Images with keypoint coordinates:
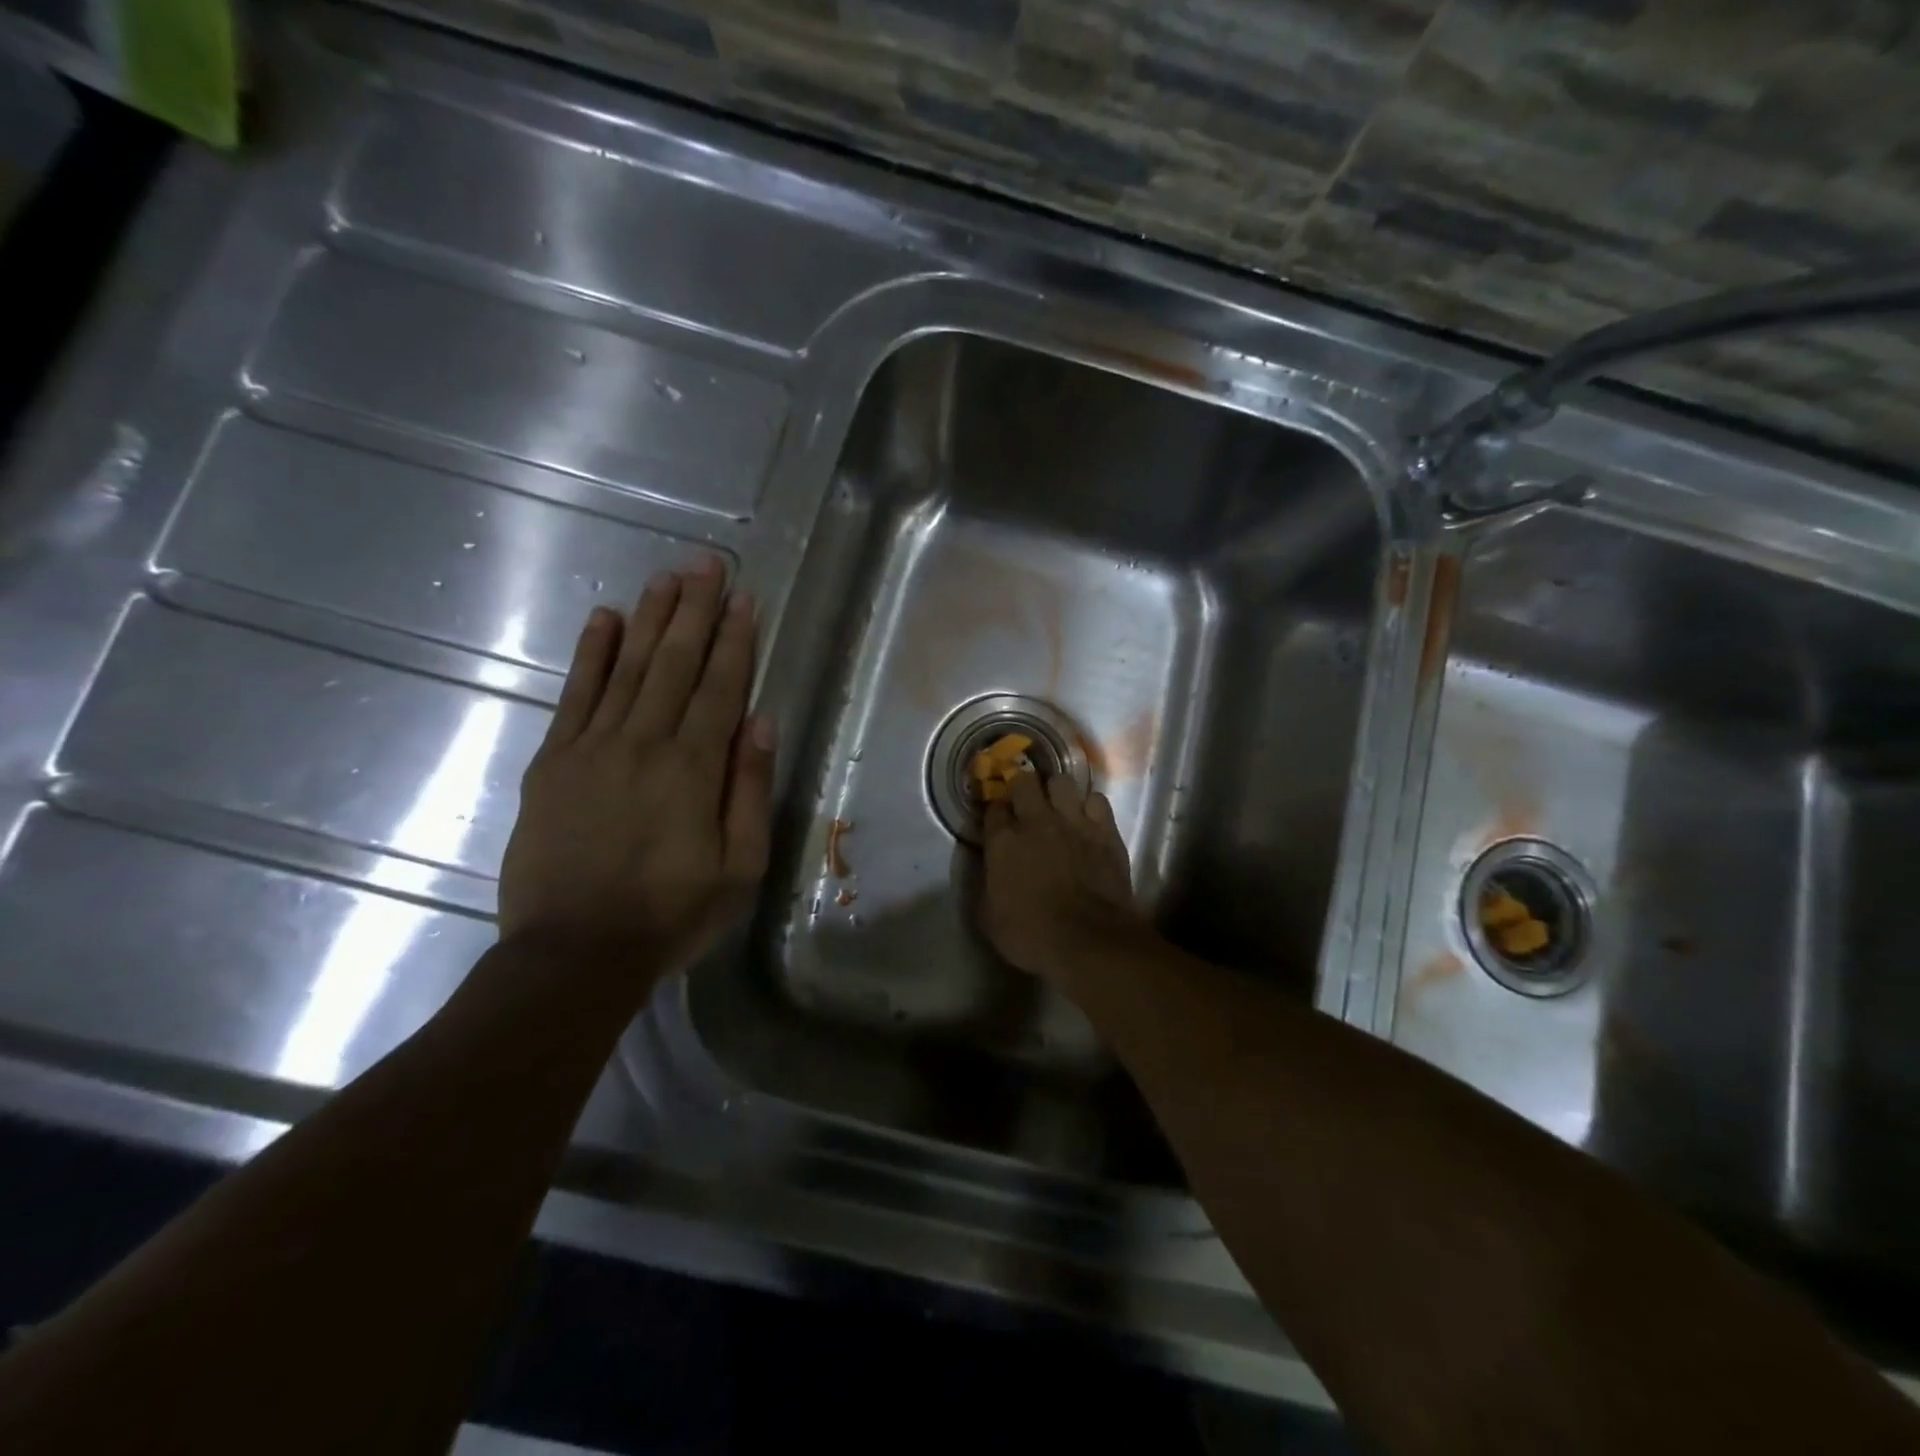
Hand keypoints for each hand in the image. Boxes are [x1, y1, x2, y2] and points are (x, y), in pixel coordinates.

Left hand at [497, 556, 774, 982]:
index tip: (745, 599)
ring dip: (650, 619)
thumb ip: (749, 790)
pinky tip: (604, 619)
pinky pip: (575, 696)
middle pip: (675, 664)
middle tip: (706, 564)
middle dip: (694, 610)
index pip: (721, 687)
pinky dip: (590, 654)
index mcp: (693, 768)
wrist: (574, 953)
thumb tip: (759, 722)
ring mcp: (592, 748)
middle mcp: (644, 743)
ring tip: (666, 578)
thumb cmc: (671, 914)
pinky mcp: (553, 762)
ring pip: (628, 668)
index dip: (735, 640)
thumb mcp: (739, 867)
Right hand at [979, 769, 1144, 985]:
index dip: (995, 813)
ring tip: (1058, 806)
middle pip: (1024, 781)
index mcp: (1003, 841)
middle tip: (1026, 803)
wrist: (1090, 941)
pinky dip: (1090, 806)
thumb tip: (989, 874)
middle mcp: (1036, 821)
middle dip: (1022, 787)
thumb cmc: (1032, 936)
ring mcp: (1074, 821)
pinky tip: (1089, 820)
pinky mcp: (1105, 830)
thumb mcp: (989, 919)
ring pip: (1062, 781)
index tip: (998, 822)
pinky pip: (1097, 799)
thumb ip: (985, 886)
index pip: (993, 808)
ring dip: (1057, 792)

* [Directions]: Set down precisely the lines above between the line holding "wrist: (574, 953)" and the line holding "thumb tip: (989, 874)", inclusive, and nothing beyond them.

* [Answer space]:
wrist: (574, 953)
thumb tip: (759, 722)
ring mcp: (592, 748)
middle mcp: (644, 743)
ring tip: (666, 578)
thumb cmc: (671, 914)
pinky mcp: (553, 762)
ring pip: (628, 668)
index dip: (735, 640)
thumb mcp: (739, 867)
Right hand at [979, 769, 1144, 985]:
index dip: (995, 813)
ring tip: (1058, 806)
middle pip: (1024, 781)
index mcp: (1003, 841)
middle tip: (1026, 803)
wrist: (1090, 941)
pinky dip: (1090, 806)
thumb tip: (989, 874)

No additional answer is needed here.